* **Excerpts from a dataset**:
- - -

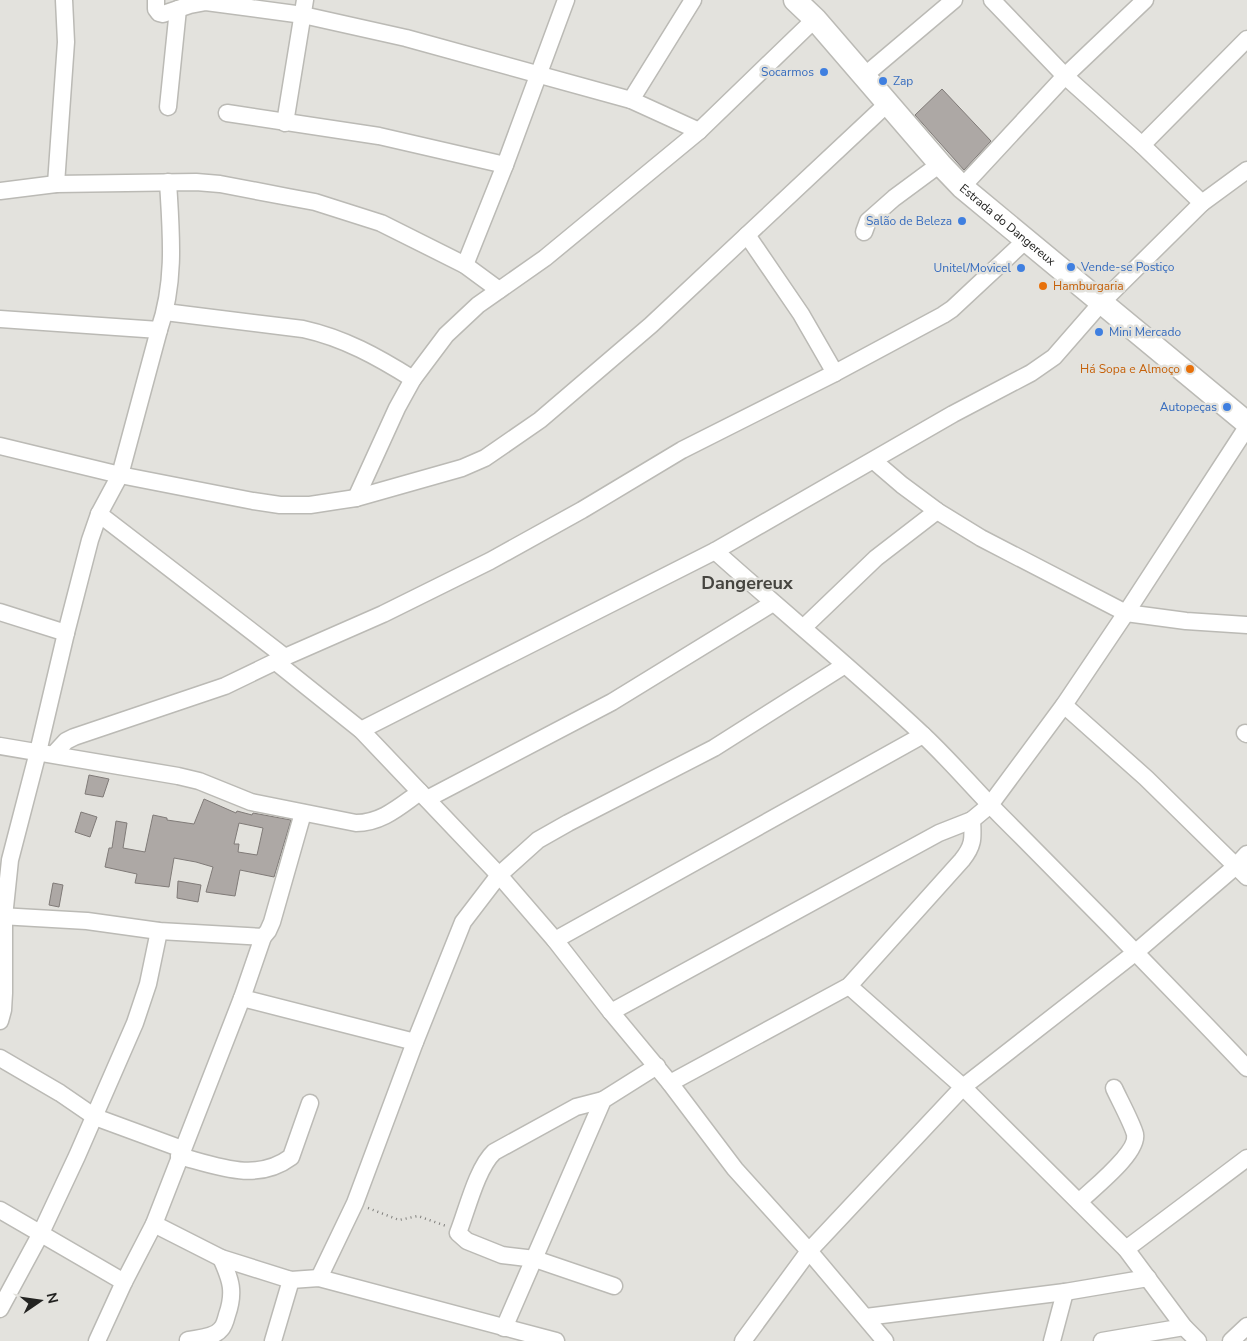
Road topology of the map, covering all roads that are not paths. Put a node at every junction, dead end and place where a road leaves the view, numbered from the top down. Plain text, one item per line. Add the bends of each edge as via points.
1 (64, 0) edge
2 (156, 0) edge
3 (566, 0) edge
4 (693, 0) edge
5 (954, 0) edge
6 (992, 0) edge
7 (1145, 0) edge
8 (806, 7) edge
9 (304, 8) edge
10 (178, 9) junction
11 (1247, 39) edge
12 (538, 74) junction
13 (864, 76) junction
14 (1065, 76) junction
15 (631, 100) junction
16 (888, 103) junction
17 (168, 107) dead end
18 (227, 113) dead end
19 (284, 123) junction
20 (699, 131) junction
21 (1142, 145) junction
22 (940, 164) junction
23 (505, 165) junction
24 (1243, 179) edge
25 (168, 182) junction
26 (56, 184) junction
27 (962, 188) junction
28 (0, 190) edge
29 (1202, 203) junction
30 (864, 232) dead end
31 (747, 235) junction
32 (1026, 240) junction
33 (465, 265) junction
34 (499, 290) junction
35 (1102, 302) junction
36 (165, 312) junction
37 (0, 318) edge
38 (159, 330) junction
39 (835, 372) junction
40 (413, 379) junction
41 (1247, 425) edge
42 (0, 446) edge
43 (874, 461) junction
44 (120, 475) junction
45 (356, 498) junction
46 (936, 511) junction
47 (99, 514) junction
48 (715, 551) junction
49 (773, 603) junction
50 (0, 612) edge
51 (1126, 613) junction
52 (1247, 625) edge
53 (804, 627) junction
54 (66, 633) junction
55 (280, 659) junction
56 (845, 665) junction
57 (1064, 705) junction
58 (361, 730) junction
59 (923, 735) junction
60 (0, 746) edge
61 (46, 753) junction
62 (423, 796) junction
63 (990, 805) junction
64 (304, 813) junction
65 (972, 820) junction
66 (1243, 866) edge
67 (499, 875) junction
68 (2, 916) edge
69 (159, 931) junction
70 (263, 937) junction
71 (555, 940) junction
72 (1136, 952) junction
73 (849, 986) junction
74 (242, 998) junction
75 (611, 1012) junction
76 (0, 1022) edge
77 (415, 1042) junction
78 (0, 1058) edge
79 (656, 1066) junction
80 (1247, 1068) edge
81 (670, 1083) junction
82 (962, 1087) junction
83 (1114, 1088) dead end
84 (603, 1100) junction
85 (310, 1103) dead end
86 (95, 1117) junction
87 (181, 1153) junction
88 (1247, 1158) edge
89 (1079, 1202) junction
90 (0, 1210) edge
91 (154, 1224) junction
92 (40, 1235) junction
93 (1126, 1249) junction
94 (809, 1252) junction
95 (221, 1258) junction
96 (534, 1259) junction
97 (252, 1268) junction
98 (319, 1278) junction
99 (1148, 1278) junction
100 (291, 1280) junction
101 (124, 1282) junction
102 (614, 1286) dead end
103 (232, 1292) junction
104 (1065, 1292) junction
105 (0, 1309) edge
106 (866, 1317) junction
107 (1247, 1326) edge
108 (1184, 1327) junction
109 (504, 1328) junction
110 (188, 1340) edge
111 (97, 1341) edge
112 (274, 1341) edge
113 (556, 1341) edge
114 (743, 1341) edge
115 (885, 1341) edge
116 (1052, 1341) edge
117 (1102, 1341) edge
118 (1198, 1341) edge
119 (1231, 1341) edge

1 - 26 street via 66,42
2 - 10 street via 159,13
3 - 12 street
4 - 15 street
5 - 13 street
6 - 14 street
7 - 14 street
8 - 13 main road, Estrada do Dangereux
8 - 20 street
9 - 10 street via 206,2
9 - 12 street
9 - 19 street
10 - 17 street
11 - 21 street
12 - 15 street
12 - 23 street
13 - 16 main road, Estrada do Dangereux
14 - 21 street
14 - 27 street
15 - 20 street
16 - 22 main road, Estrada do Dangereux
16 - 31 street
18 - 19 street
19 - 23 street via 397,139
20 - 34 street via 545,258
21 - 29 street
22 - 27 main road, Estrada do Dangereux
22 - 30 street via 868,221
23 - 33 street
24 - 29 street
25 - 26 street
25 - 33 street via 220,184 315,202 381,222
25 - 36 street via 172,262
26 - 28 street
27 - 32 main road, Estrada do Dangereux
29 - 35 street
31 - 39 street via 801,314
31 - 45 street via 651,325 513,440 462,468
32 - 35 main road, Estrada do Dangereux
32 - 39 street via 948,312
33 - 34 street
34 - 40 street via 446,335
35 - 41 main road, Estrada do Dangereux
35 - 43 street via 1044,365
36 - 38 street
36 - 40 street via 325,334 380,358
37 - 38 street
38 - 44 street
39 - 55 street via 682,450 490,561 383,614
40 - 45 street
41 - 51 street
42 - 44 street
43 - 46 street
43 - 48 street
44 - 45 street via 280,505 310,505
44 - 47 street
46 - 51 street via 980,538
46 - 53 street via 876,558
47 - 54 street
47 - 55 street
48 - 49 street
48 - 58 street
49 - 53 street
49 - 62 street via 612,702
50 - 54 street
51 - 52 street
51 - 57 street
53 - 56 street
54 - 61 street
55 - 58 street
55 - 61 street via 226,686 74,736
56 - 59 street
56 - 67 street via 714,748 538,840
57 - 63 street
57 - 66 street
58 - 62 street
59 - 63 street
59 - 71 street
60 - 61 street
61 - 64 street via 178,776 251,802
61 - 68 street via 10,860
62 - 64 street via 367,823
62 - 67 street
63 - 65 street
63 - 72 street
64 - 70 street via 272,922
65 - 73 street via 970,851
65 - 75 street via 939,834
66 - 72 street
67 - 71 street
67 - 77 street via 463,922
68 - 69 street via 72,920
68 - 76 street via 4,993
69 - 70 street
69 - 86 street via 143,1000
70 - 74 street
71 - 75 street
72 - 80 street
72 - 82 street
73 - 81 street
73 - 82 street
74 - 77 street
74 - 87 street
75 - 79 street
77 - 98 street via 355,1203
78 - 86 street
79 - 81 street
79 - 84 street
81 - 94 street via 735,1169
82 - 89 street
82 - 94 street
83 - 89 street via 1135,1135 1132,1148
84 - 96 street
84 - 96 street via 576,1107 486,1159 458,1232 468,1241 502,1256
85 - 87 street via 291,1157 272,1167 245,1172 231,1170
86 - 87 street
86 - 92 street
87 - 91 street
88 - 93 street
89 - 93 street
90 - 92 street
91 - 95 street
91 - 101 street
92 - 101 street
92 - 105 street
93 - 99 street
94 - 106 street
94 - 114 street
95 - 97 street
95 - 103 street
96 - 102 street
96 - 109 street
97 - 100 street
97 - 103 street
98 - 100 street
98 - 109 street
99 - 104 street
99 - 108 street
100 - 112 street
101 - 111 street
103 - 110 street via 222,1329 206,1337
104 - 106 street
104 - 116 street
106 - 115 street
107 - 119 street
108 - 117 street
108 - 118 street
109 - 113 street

- - -

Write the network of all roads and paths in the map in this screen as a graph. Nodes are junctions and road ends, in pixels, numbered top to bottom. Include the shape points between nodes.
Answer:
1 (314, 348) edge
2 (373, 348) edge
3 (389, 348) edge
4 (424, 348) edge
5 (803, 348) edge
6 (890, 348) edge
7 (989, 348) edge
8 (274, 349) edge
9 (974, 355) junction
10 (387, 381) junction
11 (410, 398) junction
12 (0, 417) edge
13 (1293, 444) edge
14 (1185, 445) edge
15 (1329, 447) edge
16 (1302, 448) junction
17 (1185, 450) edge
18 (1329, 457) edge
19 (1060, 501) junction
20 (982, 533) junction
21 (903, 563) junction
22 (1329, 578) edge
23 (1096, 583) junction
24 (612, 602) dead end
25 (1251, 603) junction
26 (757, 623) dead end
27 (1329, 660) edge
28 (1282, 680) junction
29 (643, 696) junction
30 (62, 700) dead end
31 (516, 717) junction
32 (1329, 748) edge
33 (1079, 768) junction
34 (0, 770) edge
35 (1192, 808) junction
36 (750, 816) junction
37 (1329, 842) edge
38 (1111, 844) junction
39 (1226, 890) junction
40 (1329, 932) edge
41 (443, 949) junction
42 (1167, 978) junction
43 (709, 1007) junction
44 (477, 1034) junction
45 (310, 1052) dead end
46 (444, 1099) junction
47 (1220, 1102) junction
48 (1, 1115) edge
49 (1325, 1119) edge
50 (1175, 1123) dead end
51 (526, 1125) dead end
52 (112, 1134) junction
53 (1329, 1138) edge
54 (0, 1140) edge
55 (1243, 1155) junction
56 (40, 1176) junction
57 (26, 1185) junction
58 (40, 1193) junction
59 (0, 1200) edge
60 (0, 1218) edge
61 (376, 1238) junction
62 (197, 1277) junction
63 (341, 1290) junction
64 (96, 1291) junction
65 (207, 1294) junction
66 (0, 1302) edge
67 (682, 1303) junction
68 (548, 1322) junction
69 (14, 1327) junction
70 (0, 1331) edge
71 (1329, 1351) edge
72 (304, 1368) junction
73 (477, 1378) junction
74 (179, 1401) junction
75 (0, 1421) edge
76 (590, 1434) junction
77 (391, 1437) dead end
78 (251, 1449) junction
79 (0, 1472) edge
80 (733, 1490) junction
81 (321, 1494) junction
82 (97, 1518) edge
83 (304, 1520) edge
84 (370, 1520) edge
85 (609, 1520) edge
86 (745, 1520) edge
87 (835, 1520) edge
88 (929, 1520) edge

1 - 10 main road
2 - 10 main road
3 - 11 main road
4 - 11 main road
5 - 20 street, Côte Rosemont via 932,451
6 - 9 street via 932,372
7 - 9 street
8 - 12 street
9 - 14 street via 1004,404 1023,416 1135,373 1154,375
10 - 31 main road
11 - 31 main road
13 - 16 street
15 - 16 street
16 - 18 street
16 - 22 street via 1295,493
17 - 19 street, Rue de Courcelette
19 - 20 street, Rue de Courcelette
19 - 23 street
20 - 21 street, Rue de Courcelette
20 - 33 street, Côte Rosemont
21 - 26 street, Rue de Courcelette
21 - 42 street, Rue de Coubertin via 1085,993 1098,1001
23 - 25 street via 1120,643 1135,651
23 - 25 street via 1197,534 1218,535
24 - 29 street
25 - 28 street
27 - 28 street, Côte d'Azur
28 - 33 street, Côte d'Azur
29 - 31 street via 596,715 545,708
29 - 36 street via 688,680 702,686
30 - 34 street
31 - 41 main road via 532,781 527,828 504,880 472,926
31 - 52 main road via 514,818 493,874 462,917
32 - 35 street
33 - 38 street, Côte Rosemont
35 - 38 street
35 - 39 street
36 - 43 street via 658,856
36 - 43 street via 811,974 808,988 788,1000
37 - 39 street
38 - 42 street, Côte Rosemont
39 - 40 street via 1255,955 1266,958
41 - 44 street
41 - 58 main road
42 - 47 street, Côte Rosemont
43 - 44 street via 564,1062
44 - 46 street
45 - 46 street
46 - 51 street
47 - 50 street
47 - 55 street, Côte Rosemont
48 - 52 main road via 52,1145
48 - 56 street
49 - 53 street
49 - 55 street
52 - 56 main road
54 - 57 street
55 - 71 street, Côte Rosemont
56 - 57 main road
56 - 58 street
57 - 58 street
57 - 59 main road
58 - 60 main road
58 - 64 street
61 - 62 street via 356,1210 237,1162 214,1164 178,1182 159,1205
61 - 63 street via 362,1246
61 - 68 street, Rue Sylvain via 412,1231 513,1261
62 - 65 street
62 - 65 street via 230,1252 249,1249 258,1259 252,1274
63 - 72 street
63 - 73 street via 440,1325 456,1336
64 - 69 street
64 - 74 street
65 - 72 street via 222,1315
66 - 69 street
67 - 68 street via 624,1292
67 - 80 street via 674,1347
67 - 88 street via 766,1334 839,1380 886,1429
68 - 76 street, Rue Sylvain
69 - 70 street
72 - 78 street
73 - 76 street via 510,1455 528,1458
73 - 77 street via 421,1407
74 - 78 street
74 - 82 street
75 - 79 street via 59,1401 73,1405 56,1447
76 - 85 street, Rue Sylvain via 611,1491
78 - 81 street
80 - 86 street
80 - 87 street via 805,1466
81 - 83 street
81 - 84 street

- - -

* **Action item**: Looking at each line of the records, count the ones where the word "numbered" appears, and report only the count.

* **Output below**: 2